DIRECTIONS FOR THIS TASK:
Should a line in the entries below contain "เกษม", return that line.

-------------------------

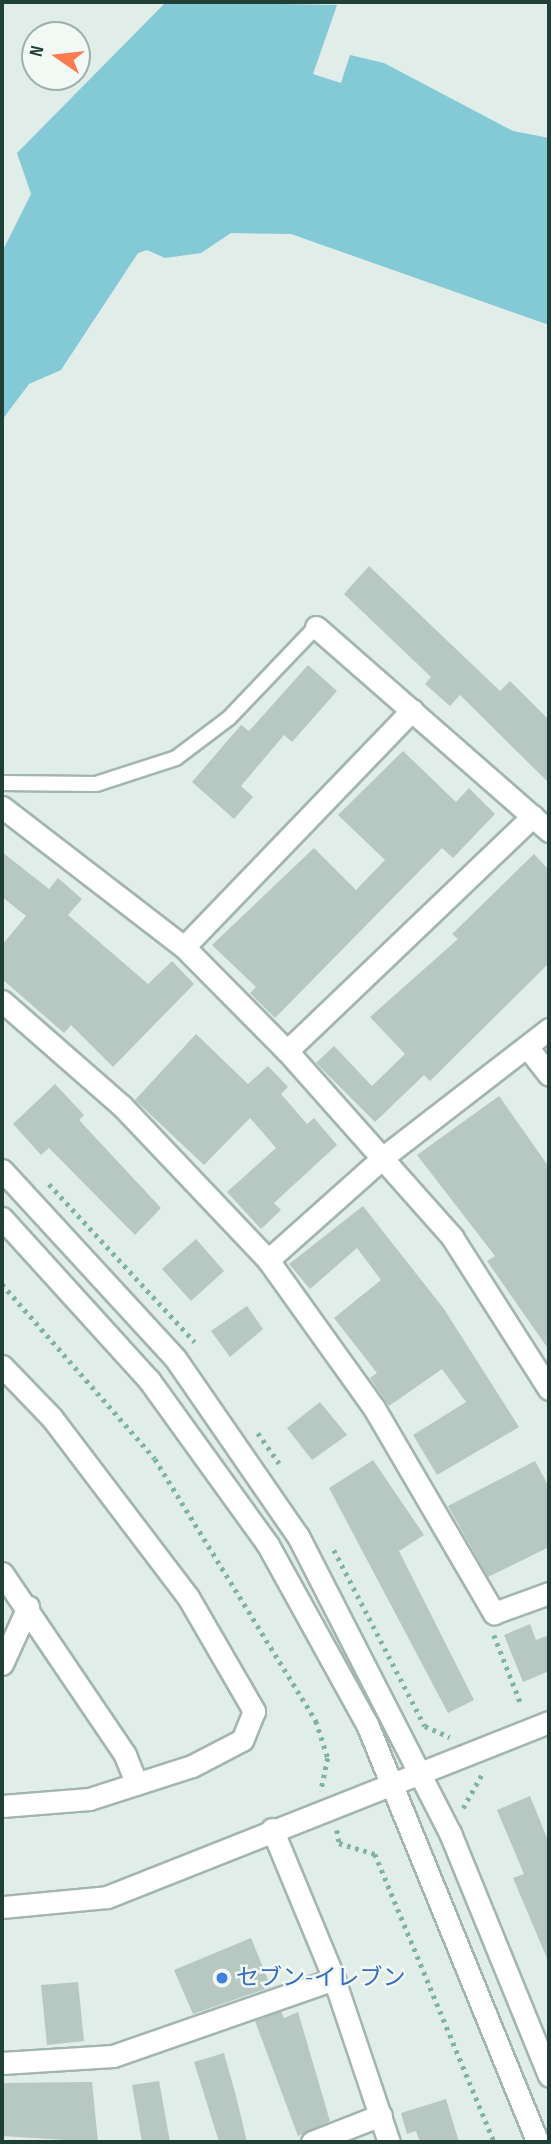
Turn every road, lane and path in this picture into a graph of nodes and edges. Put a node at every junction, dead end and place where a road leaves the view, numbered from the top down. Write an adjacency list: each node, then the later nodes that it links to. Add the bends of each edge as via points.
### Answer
1 (316, 627): 2 (street); 3 (lane, via 229,718 176,758 96,784)
2 (412, 710): 5 (street); 7 (street)
3 (2, 783)
4 (2, 807): 7 (street)
5 (533, 816): 6 (street); 11 (street)
6 (549, 831)
7 (184, 947): 11 (street)
8 (2, 1001): 16 (street, via 122,1107)
9 (549, 1029): 10 (street)
10 (528, 1048): 12 (street); 13 (street)
11 (288, 1051): 13 (street)
12 (549, 1074)
13 (386, 1155): 16 (street); 19 (street, via 452,1237)
14 (2, 1170): 28 (street, via 110,1280 232,1434 298,1536)
15 (2, 1218): 30 (street, via 149,1380 268,1545 367,1724)
16 (268, 1260): 23 (street, via 374,1408)
17 (2, 1284): 32 (path, via 155,1459 316,1721 328,1758 317,1786)
18 (2, 1366): 29 (street, via 52,1418 187,1597 254,1711 242,1740)
19 (549, 1389)
20 (2, 1573): 22 (street)
21 (549, 1593): 23 (street)
22 (28, 1607): 24 (street); 29 (street, via 125,1755)
23 (494, 1613): 25 (path, via 494,1637)
24 (2, 1664)
25 (521, 1704)
26 (549, 1722): 27 (street)
27 (482, 1750): 28 (street); 33 (path, via 482,1781 470,1790)
28 (421, 1778): 30 (street); 38 (street, via 450,1833)
29 (136, 1784): 31 (street, via 89,1799)
30 (391, 1789): 32 (street); 43 (street)
31 (2, 1806)
32 (334, 1806): 34 (street); 42 (path, via 339,1843 375,1854)
33 (464, 1818)
34 (272, 1829): 35 (street, via 107,1897); 36 (street)
35 (2, 1907)
36 (334, 1979): 37 (street, via 113,2056); 39 (street)
37 (2, 2063)
38 (549, 2076)
39 (381, 2115): 40 (street); 41 (street)
40 (312, 2142)
41 (389, 2142)
42 (494, 2142)
43 (538, 2142)

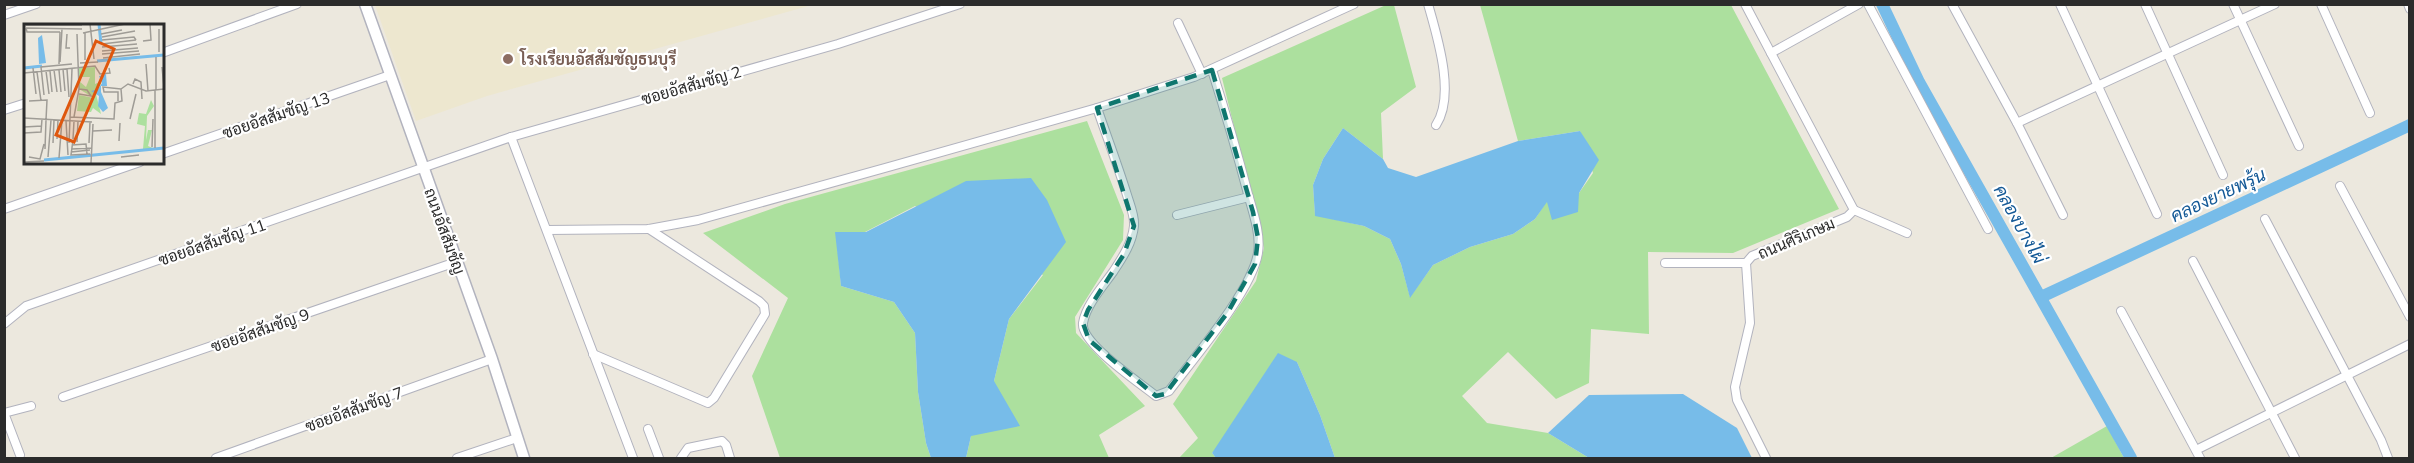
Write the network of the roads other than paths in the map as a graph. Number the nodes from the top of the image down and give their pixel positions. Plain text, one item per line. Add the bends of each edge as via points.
1 (36, 4) edge
2 (297, 4) edge
3 (365, 4) edge
4 (960, 4) edge
5 (1354, 4) edge
6 (1428, 4) edge
7 (1745, 4) edge
8 (1859, 4) edge
9 (1868, 4) edge
10 (1952, 4) edge
11 (2060, 4) edge
12 (2145, 4) edge
13 (2233, 4) edge
14 (2275, 4) edge
15 (2321, 4) edge
16 (4, 15) edge
17 (2241, 21) junction
18 (1178, 23) dead end
19 (164, 52) edge
20 (1771, 52) junction
21 (2168, 54) junction
22 (1212, 70) junction
23 (1202, 74) junction
24 (390, 75) junction
25 (2098, 85) junction
26 (24, 104) edge
27 (1097, 108) junction
28 (4, 110) edge
29 (2370, 112) dead end
30 (2017, 123) junction
31 (1436, 125) dead end
32 (512, 137) junction
33 (2299, 146) dead end
34 (164, 153) edge
35 (134, 164) edge
36 (423, 169) junction
37 (2223, 175) dead end
38 (2340, 186) dead end
39 (1249, 198) junction
40 (4, 209) edge
41 (1854, 210) junction
42 (2157, 214) dead end
43 (1177, 215) dead end
44 (2063, 215) dead end
45 (2265, 219) dead end
46 (649, 229) junction
47 (1988, 229) dead end
48 (547, 230) junction
49 (1907, 233) dead end
50 (2193, 261) dead end
51 (456, 262) junction
52 (1665, 263) dead end
53 (1746, 263) junction
54 (2121, 311) dead end
55 (2409, 317) edge
56 (4, 324) edge
57 (2409, 344) edge
58 (593, 354) junction
59 (492, 359) junction
60 (2347, 375) junction
61 (63, 397) dead end
62 (31, 406) dead end
63 (2272, 412) junction
64 (648, 429) dead end
65 (517, 438) junction
66 (20, 454) dead end
67 (2198, 454) edge
68 (216, 459) edge
69 (457, 459) edge
70 (524, 459) edge
71 (633, 459) edge
72 (659, 459) edge
73 (681, 459) edge
74 (730, 459) edge
75 (1767, 459) edge
76 (2295, 459) edge
77 (2388, 459) edge

1 - 16 street
2 - 19 street
3 - 24 street, ถนนอัสสัมชัญ
4 - 32 street, ซอยอัสสัมชัญ 2 via 837,44
5 - 22 street
6 - 31 street via 1445,86 1442,116
7 - 20 street, ถนนศิริเกษม
8 - 20 street
9 - 47 street
10 - 30 street
11 - 25 street
12 - 21 street
13 - 17 street
14 - 17 street
15 - 29 street
17 - 21 street
17 - 33 street
18 - 23 street
20 - 41 street, ถนนศิริเกษม
21 - 25 street
21 - 37 street
22 - 23 street
22 - 39 street
23 - 27 street
24 - 34 street, ซอยอัสสัมชัญ 13
24 - 36 street, ถนนอัสสัมชัญ
25 - 30 street
25 - 42 street
26 - 28 street
27 - 39 street via 1134,226 1131,242 1088,310 1084,331 1095,347 1156,396 1169,391 1207,342 1255,264 1258,238
27 - 46 street via 698,220
30 - 44 street
32 - 36 street, ซอยอัสสัมชัญ 2
32 - 48 street
35 - 40 street
36 - 51 street, ถนนอัสสัมชัญ
36 - 56 street, ซอยอัสสัมชัญ 11 via 26,306
38 - 55 street
39 - 43 street
41 - 49 street
41 - 53 street, ถนนศิริเกษม via 1847,217 1752,256
45 - 60 street
46 - 48 street
46 - 58 street via 759,301 765,314 708,403
48 - 58 street
50 - 63 street
51 - 59 street, ถนนอัสสัมชัญ
51 - 61 street, ซอยอัสสัมชัญ 9
52 - 53 street
53 - 75 street, ถนนศิริเกษม via 1750,323 1735,387 1737,400
54 - 67 street
57 - 60 street
58 - 71 street
59 - 65 street, ถนนอัสสัมชัญ
59 - 68 street, ซอยอัสสัมชัญ 7
60 - 63 street
60 - 77 street
62 - 66 street via 4,413
63 - 67 street
63 - 76 street
64 - 72 street
65 - 69 street
65 - 70 street, ถนนอัสสัมชัญ
73 - 74 street via 688,448 715,440 726,445

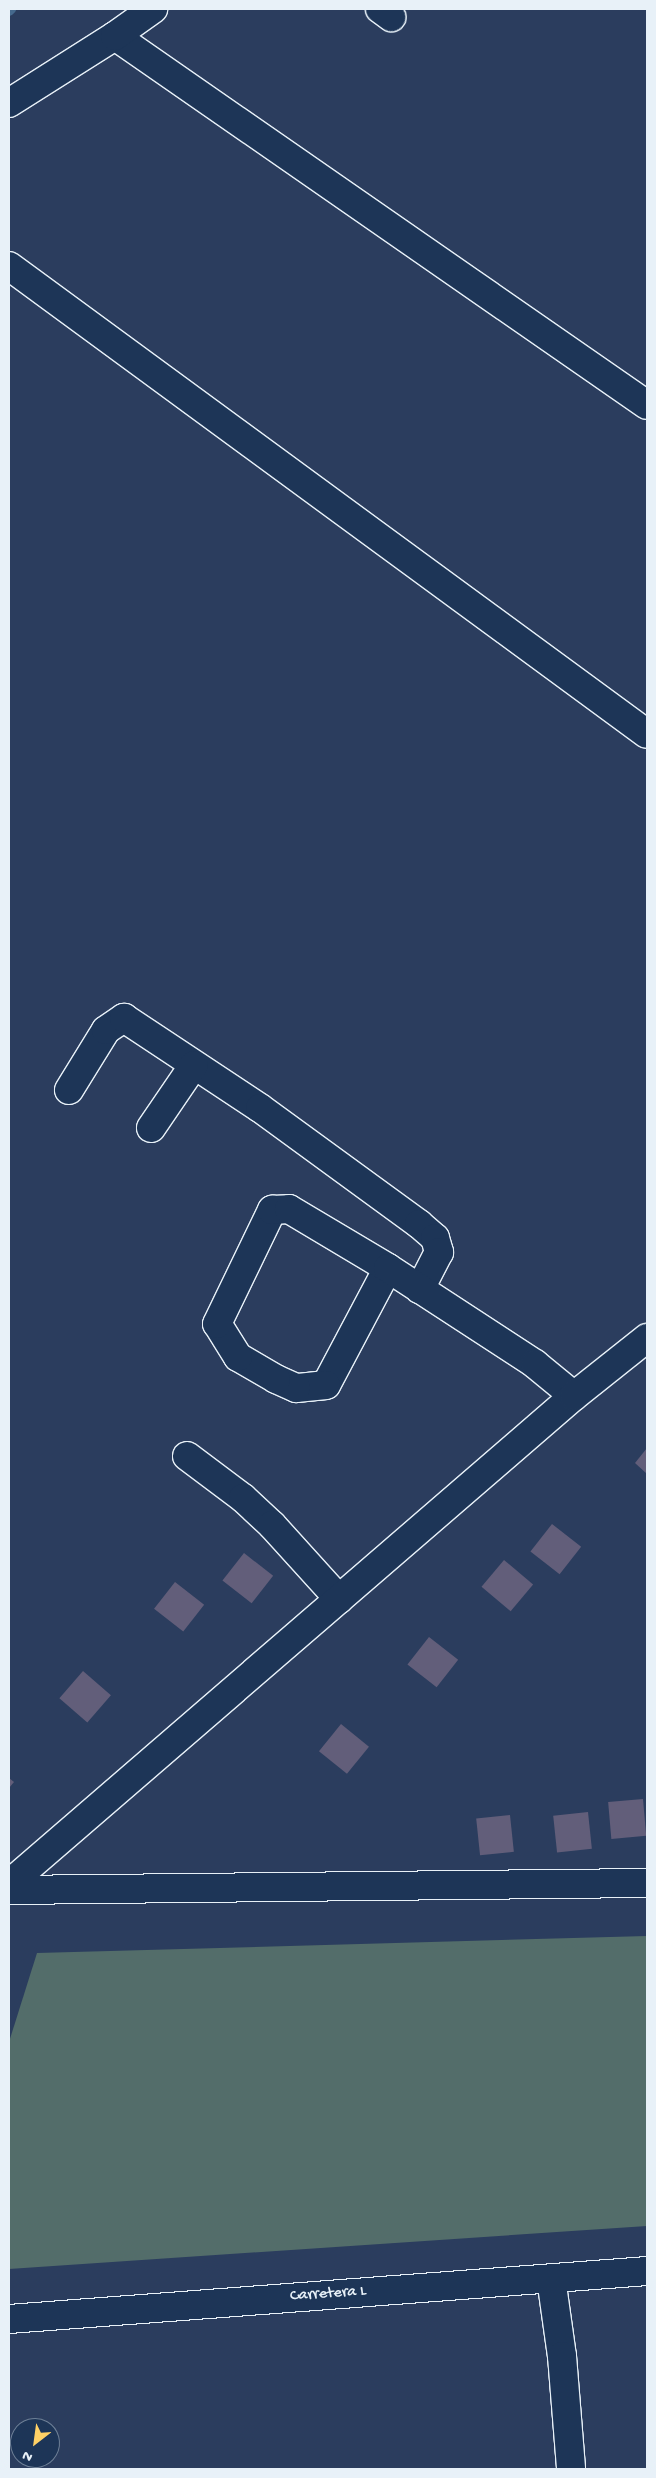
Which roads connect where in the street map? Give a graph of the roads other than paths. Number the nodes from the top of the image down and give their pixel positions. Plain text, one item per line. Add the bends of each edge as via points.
1 (153, 9) edge
2 (115, 36) junction
3 (9, 104) edge
4 (9, 266) edge
5 (647, 406) edge
6 (647, 734) edge
7 (194, 1065) junction
8 (69, 1090) dead end
9 (151, 1128) dead end
10 (388, 1268) junction
11 (420, 1289) junction
12 (647, 1338) edge
13 (574, 1396) junction
14 (186, 1456) dead end
15 (339, 1599) junction
16 (647, 1883) edge
17 (9, 1884) edge
18 (9, 1890) edge
19 (647, 2271) edge
20 (551, 2278) junction
21 (9, 2319) edge
22 (571, 2469) edge

1 - 2 street
2 - 3 street
2 - 5 street
4 - 6 street
7 - 8 street via 124,1018 106,1030
7 - 9 street
7 - 11 street via 260,1108 435,1238 439,1252
10 - 10 street via 326,1385 296,1388 276,1379 238,1357 217,1324 272,1210 289,1209
10 - 11 street
11 - 13 street via 535,1364
12 - 13 street
13 - 15 street
14 - 15 street via 243,1498 272,1525
15 - 17 street
16 - 18 street
19 - 20 street, Carretera L
20 - 21 street, Carretera L
20 - 22 street via 562,2356

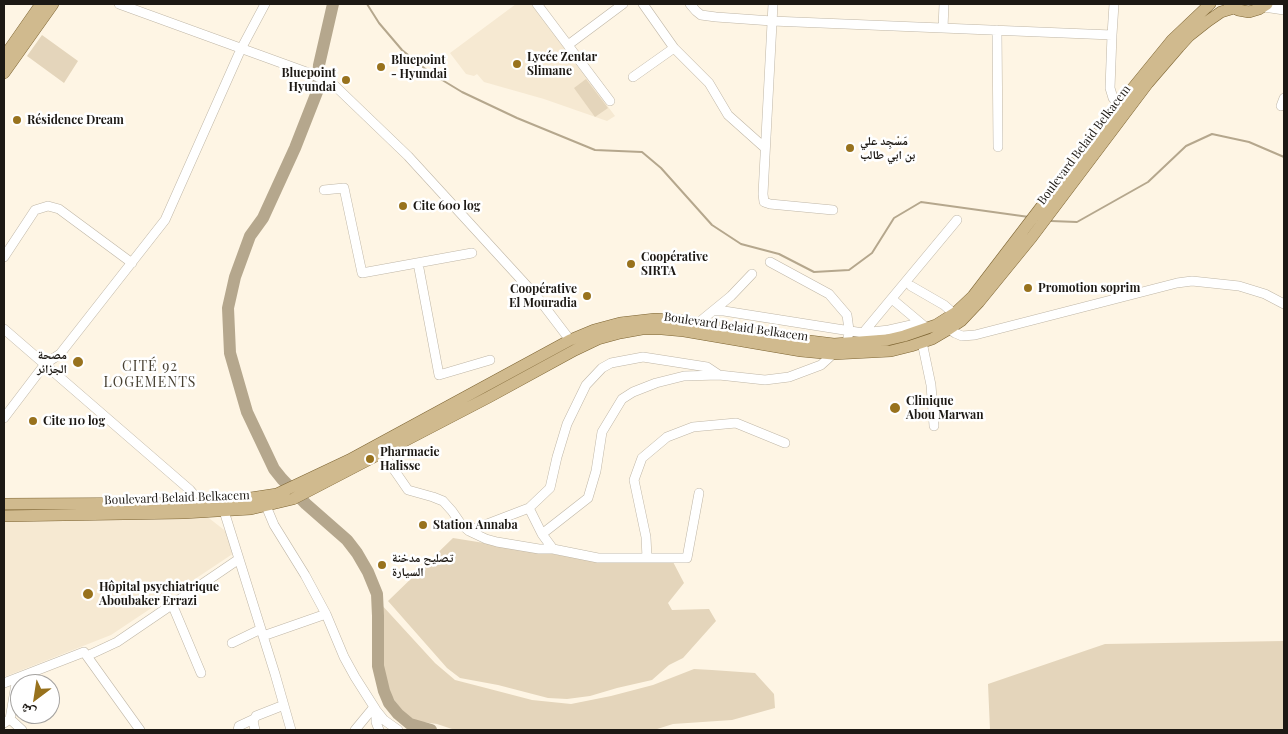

-------------------------

ANSWER TO THIS TASK:
7 - 20 street, ถนนศิริเกษม
20 - 41 street, ถนนศิริเกษม
41 - 53 street, ถนนศิริเกษม via 1847,217 1752,256
53 - 75 street, ถนนศิริเกษม via 1750,323 1735,387 1737,400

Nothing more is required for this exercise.